Rating:
Rte 66 is, of course, just another ghost wandering through America's memory now (its old side road, US Rte 666, was recently assigned a new number by the Feds in a final act of indignity), but there are still outposts of that older, stranger, more charming America around drawing a curious trickle of people bored with canned amusement. Pensacola's Jim White strikes me as perhaps one of those people-- the man's own story fits in well with the inherent transience of American road life, and his music feeds off of the Pentecostal television programs he took in when he was young. White didn't get himself into a recording studio until his 40s, and by that time he had already spent time as a fashion model in Milan and mangled his hand in a bandsaw accident-- and that's when he wasn't surfing for a living.
White's music is singular, constantly fluctuating between various non-genres that mostly begin with post-, neo- or alt-. You can hear the white gospel of his youth dripping forward through Joe Henry's modern production, the record's lustrous sheen at once incongruous and oddly apropos for White's hushed poetics. There's an ambitious scope to this album as it traverses funky swamp folk, whispered electric ballads and humid country jazz, in the process conjuring that leftfield America of insane castle builders, toilet seat artists, Wall Drug and mystery spots as much as he captures Sunday evenings on the front porch and bluegrass concerts in the town square. And yet, the unvarnished fenceposts and unpaved roads of White's Americana are strangely modern, informed by the glow of Mercury Rev and Sparklehorse and Harry Smith's anthology in equal measure.
White has enough guest musicians on this, his third album, to populate any number of small towns, and the likes of Bill Frisell, Aimee Mann, and M. Ward bring a varied array of voices and capabilities to the proceedings. "Combing My Hair in a Brand New Style" is noir funk stewing gospel backing vocals in heavy wah pedal and muted trumpet, while "That Girl from Brownsville, Texas" is a whispered prayer that opens with a challenge to the being who might answer it: "God, if you ain't smilin' on me/ Then you ain't no friend of mine." The song's two-tiered chorus is beautiful and fragile, as White sets up the drifting, countrified declaration, "All I'm trying to do is plant those seeds of love/ With that girl from Brownsville, Texas," with a seesawing melody over brushed snares and steel guitar.

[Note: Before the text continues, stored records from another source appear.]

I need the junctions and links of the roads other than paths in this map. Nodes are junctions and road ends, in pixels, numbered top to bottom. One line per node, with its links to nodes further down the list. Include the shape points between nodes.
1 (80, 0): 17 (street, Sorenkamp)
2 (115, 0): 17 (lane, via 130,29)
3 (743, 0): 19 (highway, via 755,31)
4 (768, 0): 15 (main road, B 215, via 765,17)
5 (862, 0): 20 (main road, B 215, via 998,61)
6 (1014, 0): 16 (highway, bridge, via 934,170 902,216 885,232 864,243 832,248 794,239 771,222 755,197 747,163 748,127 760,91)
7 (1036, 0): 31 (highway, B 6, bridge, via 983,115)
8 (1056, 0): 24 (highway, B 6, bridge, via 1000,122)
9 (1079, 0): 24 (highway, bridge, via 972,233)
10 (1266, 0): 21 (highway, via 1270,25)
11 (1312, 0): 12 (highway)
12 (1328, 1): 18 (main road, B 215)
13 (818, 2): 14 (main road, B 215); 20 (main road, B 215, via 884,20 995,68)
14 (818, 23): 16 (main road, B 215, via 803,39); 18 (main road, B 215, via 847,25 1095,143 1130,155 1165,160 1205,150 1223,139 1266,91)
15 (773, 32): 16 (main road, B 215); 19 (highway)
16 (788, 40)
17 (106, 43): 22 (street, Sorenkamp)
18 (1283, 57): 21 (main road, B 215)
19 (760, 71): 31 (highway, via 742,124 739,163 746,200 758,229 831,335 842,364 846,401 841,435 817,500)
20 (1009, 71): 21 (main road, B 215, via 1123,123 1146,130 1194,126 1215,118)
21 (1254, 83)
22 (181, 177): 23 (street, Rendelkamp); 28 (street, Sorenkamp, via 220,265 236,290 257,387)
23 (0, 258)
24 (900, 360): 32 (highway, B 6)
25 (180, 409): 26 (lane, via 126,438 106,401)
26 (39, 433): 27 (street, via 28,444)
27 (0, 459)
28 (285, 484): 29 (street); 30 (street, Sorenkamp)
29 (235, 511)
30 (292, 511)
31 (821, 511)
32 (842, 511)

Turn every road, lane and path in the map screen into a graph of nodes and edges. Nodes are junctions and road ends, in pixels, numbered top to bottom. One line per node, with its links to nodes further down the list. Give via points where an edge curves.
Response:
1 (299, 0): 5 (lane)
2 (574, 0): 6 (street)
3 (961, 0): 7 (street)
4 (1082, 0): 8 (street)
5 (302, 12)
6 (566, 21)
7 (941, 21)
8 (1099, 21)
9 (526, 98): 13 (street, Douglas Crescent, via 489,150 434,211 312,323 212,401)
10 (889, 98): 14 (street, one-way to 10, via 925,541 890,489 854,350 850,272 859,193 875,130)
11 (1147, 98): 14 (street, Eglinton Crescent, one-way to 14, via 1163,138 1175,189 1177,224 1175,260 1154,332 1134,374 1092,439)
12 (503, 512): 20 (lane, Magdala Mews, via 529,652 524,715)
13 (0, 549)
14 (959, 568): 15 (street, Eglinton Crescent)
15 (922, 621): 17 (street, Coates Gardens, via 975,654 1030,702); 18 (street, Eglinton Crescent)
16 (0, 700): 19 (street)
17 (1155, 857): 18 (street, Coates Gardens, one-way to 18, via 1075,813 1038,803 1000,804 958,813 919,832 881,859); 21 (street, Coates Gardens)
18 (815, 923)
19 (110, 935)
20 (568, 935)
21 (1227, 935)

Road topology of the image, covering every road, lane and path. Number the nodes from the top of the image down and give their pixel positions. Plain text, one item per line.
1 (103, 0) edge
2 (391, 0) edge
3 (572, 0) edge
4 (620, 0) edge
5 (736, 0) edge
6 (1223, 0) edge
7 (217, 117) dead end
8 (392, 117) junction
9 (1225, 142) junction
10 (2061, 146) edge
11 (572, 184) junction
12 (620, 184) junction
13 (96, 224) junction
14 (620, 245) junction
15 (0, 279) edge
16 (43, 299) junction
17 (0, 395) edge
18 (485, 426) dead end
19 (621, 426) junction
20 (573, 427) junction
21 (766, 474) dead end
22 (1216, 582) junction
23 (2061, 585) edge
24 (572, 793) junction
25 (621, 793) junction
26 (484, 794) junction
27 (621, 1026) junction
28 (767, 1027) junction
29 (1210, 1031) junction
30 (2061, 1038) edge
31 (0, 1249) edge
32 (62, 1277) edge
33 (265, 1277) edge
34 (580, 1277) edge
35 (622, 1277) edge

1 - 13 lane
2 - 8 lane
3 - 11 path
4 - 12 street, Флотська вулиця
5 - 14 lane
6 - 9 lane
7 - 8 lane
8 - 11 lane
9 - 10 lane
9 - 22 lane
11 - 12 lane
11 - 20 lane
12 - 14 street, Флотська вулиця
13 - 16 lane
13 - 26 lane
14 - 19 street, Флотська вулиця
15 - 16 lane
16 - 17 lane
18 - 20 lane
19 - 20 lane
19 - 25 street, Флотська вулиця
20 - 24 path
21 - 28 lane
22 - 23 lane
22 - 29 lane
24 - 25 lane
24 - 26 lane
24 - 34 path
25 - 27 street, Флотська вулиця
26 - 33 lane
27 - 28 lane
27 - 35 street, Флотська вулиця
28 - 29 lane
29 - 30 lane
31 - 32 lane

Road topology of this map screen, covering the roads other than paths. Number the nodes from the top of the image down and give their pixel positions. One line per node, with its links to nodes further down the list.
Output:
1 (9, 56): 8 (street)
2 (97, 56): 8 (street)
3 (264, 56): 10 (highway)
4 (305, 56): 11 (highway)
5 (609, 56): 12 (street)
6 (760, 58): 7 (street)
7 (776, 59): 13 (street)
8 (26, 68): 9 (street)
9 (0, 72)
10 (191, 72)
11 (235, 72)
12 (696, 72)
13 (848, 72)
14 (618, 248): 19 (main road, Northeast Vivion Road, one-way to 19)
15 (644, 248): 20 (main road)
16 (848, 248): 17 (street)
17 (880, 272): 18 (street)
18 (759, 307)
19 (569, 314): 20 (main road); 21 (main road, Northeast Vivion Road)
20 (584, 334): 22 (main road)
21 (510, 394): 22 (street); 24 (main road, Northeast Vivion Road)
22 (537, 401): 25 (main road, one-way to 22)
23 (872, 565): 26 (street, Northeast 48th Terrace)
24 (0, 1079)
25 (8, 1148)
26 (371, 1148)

On the back of the promo, someone at Luaka Bop (or maybe White himself?) wrote, "These songs rise up out of a landscape of Pensacola steeples. They haunt you out. They know where you live at." That's about as apt a description as you might get without a minute-by-minute account of when the banjo comes in and where the mile-thick horn section rises up like a neon vacancy sign on the side of the interstate. These meandering piles of modern synthesizers, female backing vocals, melodicas and religiously conflicted narratives have a way of getting inside your head, and there's something about the way White whispers, "You can't waste the whole damn day," on "Objects in Motion" that just sticks with you. In the song, he first finds a suitcase full of unsent love letters floating in a river, and later discovers the body of the girl who wrote them "adrift beneath the surface of the cool, brown water."
Even as White lapses into sentimentality on "Phone Booth in Heaven", there's a gravity to it that pulls you back into his head and makes it real. And there's also the fact that you won't hear another record like it this year, possibly ever-- all the comparisons that can be made to Tom Waits, Lambchop, Grandaddy and Vic Chesnutt will only tell a small part of the story. What all these disparate elements that White pulls together add up to is White's alone, a style with no real name, American as barbecue sauce on apple pie.